Walk all the way to the end of the pier to find Bungy Jump Holland where you can let out a full throated scream as you descend over the North Sea. Other whales of a time you can have in Scheveningen include breaking bread at the beachside restaurants, one of a kind museums, an international fireworks festival, and the annual sub zero new year’s dive. That is once of This Is Actually One of Europe’s Most Exciting Cities.
Visit the Trippy M.C. Escher Optical Illusion Museum
Escher in the Palace is a bonkers museum you won’t easily forget. Many may not know the graphic artist Maurits Cornelis Escher by name, but the Dutchman’s mathematically precise visual statements are in a category of their own, incomparable to any other artist from his era or now. Escher in the Palace is the only museum in the world dedicated to this master of illusion and his explorations of spaces and patterns. Visit this opulent palace turned museum in the center of the city which is a stone’s throw from the Royal Theater and the alfresco cafes of Plein.
Visit the Oldest Parliament Building in the World That’s Still in Use
Binnenhof is the seat of the Dutch parliament in the center of the city, flanked by the Hofvijver and a picturesque leafy park where anyone would be fortunate to snag a seat on a sunny day. Binnenhof and its famous Hall of Knights date back to the 13th century and it’s the oldest parliament building in the world that’s still in use. In fact, it is where The Hague derived its name. Back in 1242 when Count Floris V built a castle in the dunes as his own upscale hunting lodge, the surrounding area was called Die Haghe, which means the enclosed hunting ground.
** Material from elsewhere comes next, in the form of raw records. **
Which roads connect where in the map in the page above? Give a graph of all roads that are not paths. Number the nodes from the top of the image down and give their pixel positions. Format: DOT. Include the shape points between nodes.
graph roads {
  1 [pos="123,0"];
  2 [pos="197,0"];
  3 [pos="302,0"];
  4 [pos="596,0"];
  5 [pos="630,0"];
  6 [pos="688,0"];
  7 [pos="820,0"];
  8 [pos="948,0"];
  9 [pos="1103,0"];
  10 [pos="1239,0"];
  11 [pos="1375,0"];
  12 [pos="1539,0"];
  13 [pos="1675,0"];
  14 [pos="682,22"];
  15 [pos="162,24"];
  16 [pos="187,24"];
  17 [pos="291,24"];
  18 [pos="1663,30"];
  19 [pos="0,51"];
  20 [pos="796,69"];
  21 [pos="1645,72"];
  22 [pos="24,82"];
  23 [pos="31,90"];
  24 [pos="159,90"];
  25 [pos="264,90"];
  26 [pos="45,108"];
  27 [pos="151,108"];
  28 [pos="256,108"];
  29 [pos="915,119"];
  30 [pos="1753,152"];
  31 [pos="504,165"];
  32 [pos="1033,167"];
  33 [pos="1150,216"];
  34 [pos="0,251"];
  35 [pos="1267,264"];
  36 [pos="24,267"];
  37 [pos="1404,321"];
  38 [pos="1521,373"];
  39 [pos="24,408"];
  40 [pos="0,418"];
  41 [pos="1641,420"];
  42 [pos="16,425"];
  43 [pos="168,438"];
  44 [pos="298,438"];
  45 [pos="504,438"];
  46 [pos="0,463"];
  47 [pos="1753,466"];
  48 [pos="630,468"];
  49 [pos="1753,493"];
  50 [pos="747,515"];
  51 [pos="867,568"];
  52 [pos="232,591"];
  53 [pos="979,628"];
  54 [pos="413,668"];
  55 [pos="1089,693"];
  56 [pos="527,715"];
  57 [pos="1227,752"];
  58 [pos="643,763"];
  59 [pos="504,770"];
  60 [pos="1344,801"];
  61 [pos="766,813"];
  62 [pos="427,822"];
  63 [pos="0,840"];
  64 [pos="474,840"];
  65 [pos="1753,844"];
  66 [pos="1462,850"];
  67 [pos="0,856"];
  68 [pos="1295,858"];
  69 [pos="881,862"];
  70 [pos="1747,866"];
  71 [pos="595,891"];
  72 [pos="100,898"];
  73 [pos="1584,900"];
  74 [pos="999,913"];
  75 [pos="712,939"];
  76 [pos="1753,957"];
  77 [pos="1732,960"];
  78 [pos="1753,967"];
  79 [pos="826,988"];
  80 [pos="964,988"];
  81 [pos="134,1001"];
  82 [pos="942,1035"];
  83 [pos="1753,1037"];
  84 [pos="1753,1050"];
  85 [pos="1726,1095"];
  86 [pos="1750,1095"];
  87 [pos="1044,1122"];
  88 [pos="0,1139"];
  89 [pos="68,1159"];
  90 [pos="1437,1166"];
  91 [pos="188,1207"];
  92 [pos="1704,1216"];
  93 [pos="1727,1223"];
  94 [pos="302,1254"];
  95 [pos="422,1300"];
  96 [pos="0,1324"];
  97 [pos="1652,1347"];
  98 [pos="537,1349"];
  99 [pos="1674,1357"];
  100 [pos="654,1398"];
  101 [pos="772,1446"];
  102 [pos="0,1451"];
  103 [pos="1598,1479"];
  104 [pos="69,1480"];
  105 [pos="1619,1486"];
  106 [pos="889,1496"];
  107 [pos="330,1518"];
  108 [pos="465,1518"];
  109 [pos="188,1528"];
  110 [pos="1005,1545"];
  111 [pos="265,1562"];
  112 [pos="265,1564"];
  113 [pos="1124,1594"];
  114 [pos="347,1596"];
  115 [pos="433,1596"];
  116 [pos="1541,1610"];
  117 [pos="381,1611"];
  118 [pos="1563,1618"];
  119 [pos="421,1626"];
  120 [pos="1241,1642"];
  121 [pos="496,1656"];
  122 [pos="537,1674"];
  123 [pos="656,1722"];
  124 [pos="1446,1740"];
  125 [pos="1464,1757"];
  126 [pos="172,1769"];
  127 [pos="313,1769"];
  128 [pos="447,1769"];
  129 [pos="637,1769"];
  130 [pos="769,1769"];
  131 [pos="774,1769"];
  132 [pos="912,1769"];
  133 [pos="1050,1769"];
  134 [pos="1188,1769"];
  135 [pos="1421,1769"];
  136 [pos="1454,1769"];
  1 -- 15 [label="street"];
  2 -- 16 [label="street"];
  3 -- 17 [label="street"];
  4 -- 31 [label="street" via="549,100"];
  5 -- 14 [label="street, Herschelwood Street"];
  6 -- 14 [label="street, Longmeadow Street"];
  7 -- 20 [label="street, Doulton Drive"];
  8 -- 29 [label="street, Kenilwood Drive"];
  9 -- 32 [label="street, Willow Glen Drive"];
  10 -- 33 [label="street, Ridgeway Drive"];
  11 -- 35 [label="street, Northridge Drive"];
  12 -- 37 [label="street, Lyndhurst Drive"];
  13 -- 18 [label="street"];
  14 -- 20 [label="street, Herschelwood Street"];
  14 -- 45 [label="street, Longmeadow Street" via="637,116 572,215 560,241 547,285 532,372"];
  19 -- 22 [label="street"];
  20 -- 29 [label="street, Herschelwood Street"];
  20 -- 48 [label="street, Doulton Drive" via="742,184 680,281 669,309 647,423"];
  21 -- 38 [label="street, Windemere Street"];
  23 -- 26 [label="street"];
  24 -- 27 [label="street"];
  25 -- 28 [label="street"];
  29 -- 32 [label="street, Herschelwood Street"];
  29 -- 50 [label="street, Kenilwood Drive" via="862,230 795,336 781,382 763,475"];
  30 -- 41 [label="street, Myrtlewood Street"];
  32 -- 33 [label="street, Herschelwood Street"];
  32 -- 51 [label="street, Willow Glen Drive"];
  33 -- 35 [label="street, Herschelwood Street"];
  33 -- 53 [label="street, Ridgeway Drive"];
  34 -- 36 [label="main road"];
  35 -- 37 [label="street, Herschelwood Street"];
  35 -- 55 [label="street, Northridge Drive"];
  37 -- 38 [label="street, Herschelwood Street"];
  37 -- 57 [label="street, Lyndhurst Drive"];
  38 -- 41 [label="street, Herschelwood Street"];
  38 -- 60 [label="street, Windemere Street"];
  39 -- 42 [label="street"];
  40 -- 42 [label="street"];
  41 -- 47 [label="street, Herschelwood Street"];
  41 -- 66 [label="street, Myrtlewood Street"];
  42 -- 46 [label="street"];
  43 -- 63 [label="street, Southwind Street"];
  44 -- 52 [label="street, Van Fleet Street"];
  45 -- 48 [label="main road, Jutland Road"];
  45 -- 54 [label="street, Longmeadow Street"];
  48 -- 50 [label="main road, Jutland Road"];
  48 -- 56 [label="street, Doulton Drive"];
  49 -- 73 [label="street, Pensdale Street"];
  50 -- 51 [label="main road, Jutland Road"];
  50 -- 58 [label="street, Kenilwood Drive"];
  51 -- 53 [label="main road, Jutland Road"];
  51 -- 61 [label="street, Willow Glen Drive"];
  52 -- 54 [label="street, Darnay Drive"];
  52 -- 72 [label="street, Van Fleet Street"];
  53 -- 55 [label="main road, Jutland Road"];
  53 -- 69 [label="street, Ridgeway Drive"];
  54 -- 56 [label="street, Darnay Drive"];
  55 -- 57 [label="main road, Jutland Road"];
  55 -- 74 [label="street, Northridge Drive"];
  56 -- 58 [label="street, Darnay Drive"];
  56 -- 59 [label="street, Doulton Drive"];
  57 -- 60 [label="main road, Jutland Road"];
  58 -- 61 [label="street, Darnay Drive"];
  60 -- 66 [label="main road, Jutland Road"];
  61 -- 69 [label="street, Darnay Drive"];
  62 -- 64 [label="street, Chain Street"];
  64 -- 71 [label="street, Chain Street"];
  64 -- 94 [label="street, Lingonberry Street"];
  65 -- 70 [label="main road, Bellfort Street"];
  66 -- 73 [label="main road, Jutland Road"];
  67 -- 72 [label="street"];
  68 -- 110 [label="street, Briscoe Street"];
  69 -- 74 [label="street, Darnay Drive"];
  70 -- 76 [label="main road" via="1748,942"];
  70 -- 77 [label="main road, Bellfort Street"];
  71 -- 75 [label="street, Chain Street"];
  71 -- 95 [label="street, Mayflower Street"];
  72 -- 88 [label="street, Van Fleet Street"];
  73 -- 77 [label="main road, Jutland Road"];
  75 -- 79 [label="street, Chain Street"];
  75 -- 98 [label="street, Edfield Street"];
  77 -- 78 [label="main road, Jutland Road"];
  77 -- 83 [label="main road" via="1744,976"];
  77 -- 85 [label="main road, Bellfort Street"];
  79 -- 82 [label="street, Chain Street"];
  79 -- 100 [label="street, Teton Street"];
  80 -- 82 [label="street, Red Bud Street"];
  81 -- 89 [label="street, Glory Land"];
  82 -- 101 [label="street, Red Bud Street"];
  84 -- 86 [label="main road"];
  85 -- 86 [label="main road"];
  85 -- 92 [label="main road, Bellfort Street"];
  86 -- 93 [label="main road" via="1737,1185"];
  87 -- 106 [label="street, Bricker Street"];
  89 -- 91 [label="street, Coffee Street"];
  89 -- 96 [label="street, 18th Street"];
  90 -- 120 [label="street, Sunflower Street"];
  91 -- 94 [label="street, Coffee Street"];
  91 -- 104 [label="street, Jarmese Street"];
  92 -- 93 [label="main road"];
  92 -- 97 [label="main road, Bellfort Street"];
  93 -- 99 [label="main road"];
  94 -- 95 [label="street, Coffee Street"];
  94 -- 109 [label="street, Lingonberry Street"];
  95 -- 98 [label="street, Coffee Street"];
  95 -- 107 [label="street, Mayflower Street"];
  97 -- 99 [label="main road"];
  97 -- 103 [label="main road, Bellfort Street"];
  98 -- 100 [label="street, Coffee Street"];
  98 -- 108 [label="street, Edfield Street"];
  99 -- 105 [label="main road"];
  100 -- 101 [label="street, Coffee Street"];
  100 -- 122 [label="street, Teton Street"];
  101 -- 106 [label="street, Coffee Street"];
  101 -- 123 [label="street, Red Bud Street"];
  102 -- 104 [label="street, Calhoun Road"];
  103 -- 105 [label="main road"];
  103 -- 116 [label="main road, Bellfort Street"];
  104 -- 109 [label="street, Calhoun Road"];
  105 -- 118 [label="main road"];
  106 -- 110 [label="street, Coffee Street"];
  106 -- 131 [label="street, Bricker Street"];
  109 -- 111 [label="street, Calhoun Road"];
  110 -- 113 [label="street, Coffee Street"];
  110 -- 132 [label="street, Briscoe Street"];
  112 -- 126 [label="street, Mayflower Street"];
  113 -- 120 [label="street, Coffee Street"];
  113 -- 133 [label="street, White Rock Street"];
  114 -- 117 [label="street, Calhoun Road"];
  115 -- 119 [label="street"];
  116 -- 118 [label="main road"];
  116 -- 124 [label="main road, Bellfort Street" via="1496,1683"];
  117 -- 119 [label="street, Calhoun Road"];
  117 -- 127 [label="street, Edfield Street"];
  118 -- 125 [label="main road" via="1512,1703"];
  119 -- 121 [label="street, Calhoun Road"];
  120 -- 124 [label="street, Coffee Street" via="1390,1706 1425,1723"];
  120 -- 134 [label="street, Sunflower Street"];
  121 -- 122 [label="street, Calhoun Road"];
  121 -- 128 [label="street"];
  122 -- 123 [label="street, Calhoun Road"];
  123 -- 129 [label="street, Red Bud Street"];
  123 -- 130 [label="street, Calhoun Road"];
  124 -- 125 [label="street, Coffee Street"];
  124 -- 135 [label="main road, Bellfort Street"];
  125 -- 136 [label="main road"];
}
A village grew around the castle and that village is the city we know today.
Walk the Halls of the Only Palace in the World Dedicated to World Peace
The Hague’s reputation as the judicial capital of the world is largely due to the International Court of Justice and the Permanent Court of Arbitration, which are situated there. Both are within the Peace Palace, which is the only palace in the world dedicated to maintaining peace. It was presented to the PCA by philanthropist Andrew Carnegie during World War One and it actually isn’t a palace at all. Decorations and building materials were requested from each member and today it’s an awe inspiring collection of international artifacts and adornments Salvadorian wood, Italian marble, refined silk and golden tapestries made by over 48,000 Japanese weavers, and a three-ton Faberge egg from Tsar Nicholas II in Russia that required a special train track to transport.